DATA PROVIDED:
__________
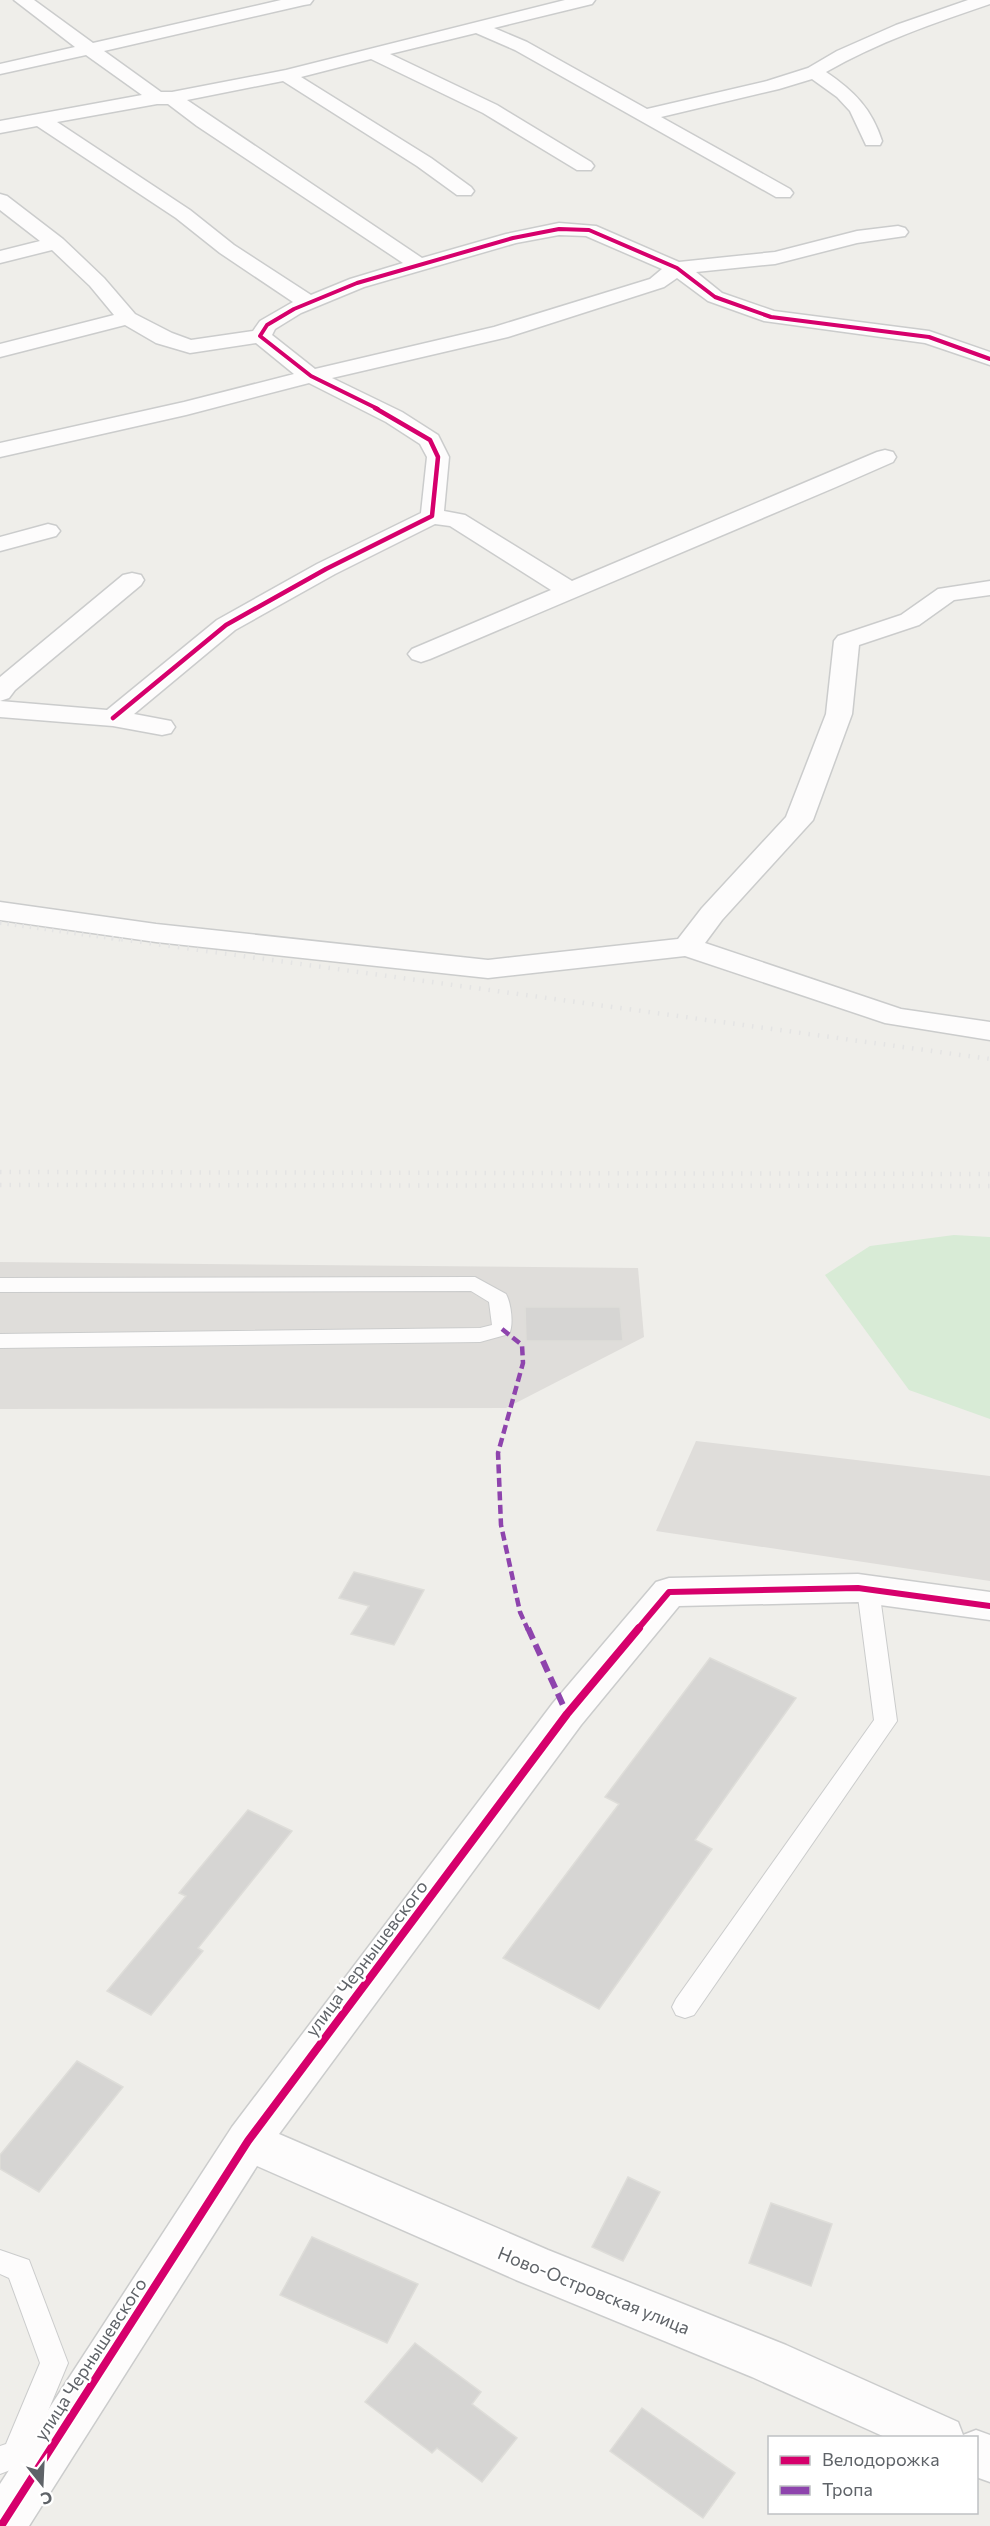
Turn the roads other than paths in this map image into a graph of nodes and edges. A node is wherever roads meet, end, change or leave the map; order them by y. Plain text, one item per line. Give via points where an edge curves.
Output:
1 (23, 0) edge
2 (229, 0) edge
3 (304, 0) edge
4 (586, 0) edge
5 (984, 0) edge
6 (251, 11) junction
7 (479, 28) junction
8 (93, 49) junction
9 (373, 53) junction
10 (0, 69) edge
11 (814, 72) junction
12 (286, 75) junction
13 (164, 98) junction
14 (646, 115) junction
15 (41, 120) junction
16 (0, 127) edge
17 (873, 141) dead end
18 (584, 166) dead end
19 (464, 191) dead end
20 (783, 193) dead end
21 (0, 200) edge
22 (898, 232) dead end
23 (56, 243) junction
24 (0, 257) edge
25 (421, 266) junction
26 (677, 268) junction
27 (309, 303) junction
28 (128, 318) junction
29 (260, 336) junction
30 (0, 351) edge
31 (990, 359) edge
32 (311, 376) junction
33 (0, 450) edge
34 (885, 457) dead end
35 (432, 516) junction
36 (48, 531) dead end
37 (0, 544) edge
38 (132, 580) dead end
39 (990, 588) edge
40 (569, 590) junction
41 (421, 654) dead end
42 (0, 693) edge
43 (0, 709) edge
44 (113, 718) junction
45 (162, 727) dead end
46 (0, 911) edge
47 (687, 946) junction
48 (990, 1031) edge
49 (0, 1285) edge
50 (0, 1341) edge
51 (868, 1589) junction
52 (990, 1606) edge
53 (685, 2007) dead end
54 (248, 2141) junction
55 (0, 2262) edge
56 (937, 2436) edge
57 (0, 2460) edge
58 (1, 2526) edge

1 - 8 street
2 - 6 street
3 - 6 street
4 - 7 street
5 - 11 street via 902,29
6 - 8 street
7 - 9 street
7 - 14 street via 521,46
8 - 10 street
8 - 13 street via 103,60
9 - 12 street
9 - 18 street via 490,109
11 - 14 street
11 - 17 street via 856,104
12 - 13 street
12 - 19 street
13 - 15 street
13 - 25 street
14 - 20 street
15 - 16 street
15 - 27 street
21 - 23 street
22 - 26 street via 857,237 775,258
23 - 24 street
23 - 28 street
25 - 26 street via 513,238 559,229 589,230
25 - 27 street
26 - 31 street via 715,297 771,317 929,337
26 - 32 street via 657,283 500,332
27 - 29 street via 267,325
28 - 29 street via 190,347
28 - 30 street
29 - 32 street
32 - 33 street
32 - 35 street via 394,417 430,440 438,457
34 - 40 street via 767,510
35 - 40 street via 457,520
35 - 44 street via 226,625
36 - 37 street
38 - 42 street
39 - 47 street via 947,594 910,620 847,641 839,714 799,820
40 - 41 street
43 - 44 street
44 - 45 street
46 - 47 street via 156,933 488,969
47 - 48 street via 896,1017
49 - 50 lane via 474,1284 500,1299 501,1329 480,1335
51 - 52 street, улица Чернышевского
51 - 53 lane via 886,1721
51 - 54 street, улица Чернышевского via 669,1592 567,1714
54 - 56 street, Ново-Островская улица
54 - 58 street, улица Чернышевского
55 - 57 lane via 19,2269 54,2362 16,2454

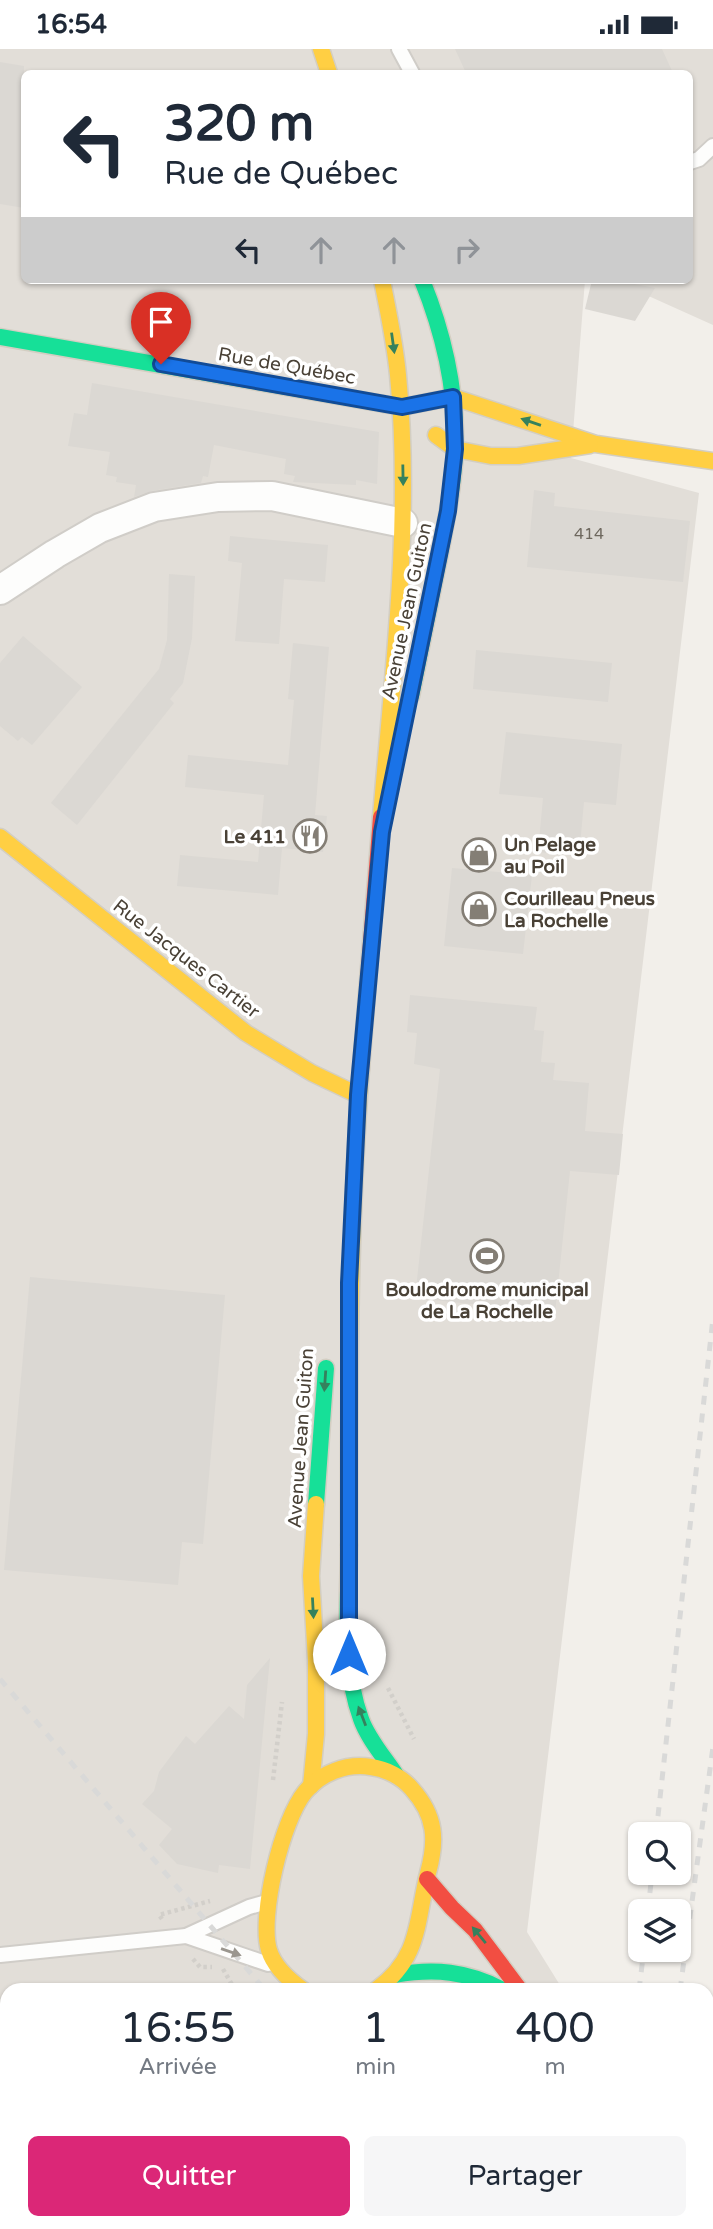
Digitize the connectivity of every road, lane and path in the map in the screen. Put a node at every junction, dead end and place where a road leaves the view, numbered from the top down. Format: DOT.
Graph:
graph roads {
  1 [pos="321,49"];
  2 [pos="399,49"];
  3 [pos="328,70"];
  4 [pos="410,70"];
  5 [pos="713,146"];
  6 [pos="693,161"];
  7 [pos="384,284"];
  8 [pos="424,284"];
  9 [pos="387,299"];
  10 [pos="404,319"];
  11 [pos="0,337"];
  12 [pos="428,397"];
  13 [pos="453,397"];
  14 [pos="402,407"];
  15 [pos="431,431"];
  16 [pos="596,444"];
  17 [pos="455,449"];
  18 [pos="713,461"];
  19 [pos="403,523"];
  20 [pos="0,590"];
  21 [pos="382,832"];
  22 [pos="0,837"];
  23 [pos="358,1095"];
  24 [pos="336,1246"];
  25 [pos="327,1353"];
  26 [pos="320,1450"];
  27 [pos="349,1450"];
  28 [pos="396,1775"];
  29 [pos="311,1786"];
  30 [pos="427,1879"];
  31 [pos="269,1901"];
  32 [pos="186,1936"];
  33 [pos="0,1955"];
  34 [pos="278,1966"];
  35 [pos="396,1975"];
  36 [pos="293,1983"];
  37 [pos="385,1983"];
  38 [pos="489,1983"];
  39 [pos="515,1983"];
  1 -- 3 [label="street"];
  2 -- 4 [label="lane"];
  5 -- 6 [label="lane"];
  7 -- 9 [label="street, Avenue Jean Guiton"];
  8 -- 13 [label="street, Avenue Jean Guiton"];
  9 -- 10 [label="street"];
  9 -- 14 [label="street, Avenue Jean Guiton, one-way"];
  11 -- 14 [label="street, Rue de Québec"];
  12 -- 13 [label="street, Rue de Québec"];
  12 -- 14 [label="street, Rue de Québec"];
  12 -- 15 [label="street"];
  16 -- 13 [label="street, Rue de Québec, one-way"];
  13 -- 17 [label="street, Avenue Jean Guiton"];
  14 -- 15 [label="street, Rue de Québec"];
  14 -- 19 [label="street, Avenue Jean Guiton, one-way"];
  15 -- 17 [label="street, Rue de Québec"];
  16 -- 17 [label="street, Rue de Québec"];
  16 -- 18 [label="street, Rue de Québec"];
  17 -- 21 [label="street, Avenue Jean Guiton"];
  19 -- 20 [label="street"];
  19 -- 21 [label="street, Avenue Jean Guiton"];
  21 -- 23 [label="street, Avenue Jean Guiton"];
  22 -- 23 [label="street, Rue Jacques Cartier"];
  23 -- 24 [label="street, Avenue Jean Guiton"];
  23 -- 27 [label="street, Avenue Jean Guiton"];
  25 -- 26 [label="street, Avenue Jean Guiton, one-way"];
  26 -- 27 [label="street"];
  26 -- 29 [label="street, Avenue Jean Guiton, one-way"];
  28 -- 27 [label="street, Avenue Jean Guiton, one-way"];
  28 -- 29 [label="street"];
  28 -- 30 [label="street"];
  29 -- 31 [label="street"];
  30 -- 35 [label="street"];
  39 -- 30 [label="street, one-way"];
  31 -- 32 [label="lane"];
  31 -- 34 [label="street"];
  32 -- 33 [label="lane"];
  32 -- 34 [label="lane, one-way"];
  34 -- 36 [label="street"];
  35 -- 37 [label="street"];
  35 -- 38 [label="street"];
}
__________
EXERCISE BRIEF: From the first line to the last, repeat the material exactly, but drop the pictures.

REPLY TO THE EXERCISE:
Turn the roads other than paths in this map image into a graph of nodes and edges. A node is wherever roads meet, end, change or leave the map; order them by y. Plain text, one item per line. Give via points where an edge curves.
Output:
1 (23, 0) edge
2 (229, 0) edge
3 (304, 0) edge
4 (586, 0) edge
5 (984, 0) edge
6 (251, 11) junction
7 (479, 28) junction
8 (93, 49) junction
9 (373, 53) junction
10 (0, 69) edge
11 (814, 72) junction
12 (286, 75) junction
13 (164, 98) junction
14 (646, 115) junction
15 (41, 120) junction
16 (0, 127) edge
17 (873, 141) dead end
18 (584, 166) dead end
19 (464, 191) dead end
20 (783, 193) dead end
21 (0, 200) edge
22 (898, 232) dead end
23 (56, 243) junction
24 (0, 257) edge
25 (421, 266) junction
26 (677, 268) junction
27 (309, 303) junction
28 (128, 318) junction
29 (260, 336) junction
30 (0, 351) edge
31 (990, 359) edge
32 (311, 376) junction
33 (0, 450) edge
34 (885, 457) dead end
35 (432, 516) junction
36 (48, 531) dead end
37 (0, 544) edge
38 (132, 580) dead end
39 (990, 588) edge
40 (569, 590) junction
41 (421, 654) dead end
42 (0, 693) edge
43 (0, 709) edge
44 (113, 718) junction
45 (162, 727) dead end
46 (0, 911) edge
47 (687, 946) junction
48 (990, 1031) edge
49 (0, 1285) edge
50 (0, 1341) edge
51 (868, 1589) junction
52 (990, 1606) edge
53 (685, 2007) dead end
54 (248, 2141) junction
55 (0, 2262) edge
56 (937, 2436) edge
57 (0, 2460) edge
58 (1, 2526) edge

1 - 8 street
2 - 6 street
3 - 6 street
4 - 7 street
5 - 11 street via 902,29
6 - 8 street
7 - 9 street
7 - 14 street via 521,46
8 - 10 street
8 - 13 street via 103,60
9 - 12 street
9 - 18 street via 490,109
11 - 14 street
11 - 17 street via 856,104
12 - 13 street
12 - 19 street
13 - 15 street
13 - 25 street
14 - 20 street
15 - 16 street
15 - 27 street
21 - 23 street
22 - 26 street via 857,237 775,258
23 - 24 street
23 - 28 street
25 - 26 street via 513,238 559,229 589,230
25 - 27 street
26 - 31 street via 715,297 771,317 929,337
26 - 32 street via 657,283 500,332
27 - 29 street via 267,325
28 - 29 street via 190,347
28 - 30 street
29 - 32 street
32 - 33 street
32 - 35 street via 394,417 430,440 438,457
34 - 40 street via 767,510
35 - 40 street via 457,520
35 - 44 street via 226,625
36 - 37 street
38 - 42 street
39 - 47 street via 947,594 910,620 847,641 839,714 799,820
40 - 41 street
43 - 44 street
44 - 45 street
46 - 47 street via 156,933 488,969
47 - 48 street via 896,1017
49 - 50 lane via 474,1284 500,1299 501,1329 480,1335
51 - 52 street, улица Чернышевского
51 - 53 lane via 886,1721
51 - 54 street, улица Чернышевского via 669,1592 567,1714
54 - 56 street, Ново-Островская улица
54 - 58 street, улица Чернышевского
55 - 57 lane via 19,2269 54,2362 16,2454

Digitize the connectivity of every road, lane and path in the map in the screen. Put a node at every junction, dead end and place where a road leaves the view, numbered from the top down. Format: DOT.
Graph:
graph roads {
  1 [pos="321,49"];
  2 [pos="399,49"];
  3 [pos="328,70"];
  4 [pos="410,70"];
  5 [pos="713,146"];
  6 [pos="693,161"];
  7 [pos="384,284"];
  8 [pos="424,284"];
  9 [pos="387,299"];
  10 [pos="404,319"];
  11 [pos="0,337"];
  12 [pos="428,397"];
  13 [pos="453,397"];
  14 [pos="402,407"];
  15 [pos="431,431"];
  16 [pos="596,444"];
  17 [pos="455,449"];
  18 [pos="713,461"];
  19 [pos="403,523"];
  20 [pos="0,590"];
  21 [pos="382,832"];
  22 [pos="0,837"];
  23 [pos="358,1095"];
  24 [pos="336,1246"];
  25 [pos="327,1353"];
  26 [pos="320,1450"];
  27 [pos="349,1450"];
  28 [pos="396,1775"];
  29 [pos="311,1786"];
  30 [pos="427,1879"];
  31 [pos="269,1901"];
  32 [pos="186,1936"];
  33 [pos="0,1955"];
  34 [pos="278,1966"];
  35 [pos="396,1975"];
  36 [pos="293,1983"];
  37 [pos="385,1983"];
  38 [pos="489,1983"];
  39 [pos="515,1983"];
  1 -- 3 [label="street"];
  2 -- 4 [label="lane"];
  5 -- 6 [label="lane"];
  7 -- 9 [label="street, Avenue Jean Guiton"];
  8 -- 13 [label="street, Avenue Jean Guiton"];
  9 -- 10 [label="street"];
  9 -- 14 [label="street, Avenue Jean Guiton, one-way"];
  11 -- 14 [label="street, Rue de Québec"];
  12 -- 13 [label="street, Rue de Québec"];
  12 -- 14 [label="street, Rue de Québec"];
  12 -- 15 [label="street"];
  16 -- 13 [label="street, Rue de Québec, one-way"];
  13 -- 17 [label="street, Avenue Jean Guiton"];
  14 -- 15 [label="street, Rue de Québec"];
  14 -- 19 [label="street, Avenue Jean Guiton, one-way"];
  15 -- 17 [label="street, Rue de Québec"];
  16 -- 17 [label="street, Rue de Québec"];
  16 -- 18 [label="street, Rue de Québec"];
  17 -- 21 [label="street, Avenue Jean Guiton"];
  19 -- 20 [label="street"];
  19 -- 21 [label="street, Avenue Jean Guiton"];
  21 -- 23 [label="street, Avenue Jean Guiton"];
  22 -- 23 [label="street, Rue Jacques Cartier"];
  23 -- 24 [label="street, Avenue Jean Guiton"];
  23 -- 27 [label="street, Avenue Jean Guiton"];
  25 -- 26 [label="street, Avenue Jean Guiton, one-way"];
  26 -- 27 [label="street"];
  26 -- 29 [label="street, Avenue Jean Guiton, one-way"];
  28 -- 27 [label="street, Avenue Jean Guiton, one-way"];
  28 -- 29 [label="street"];
  28 -- 30 [label="street"];
  29 -- 31 [label="street"];
  30 -- 35 [label="street"];
  39 -- 30 [label="street, one-way"];
  31 -- 32 [label="lane"];
  31 -- 34 [label="street"];
  32 -- 33 [label="lane"];
  32 -- 34 [label="lane, one-way"];
  34 -- 36 [label="street"];
  35 -- 37 [label="street"];
  35 -- 38 [label="street"];
}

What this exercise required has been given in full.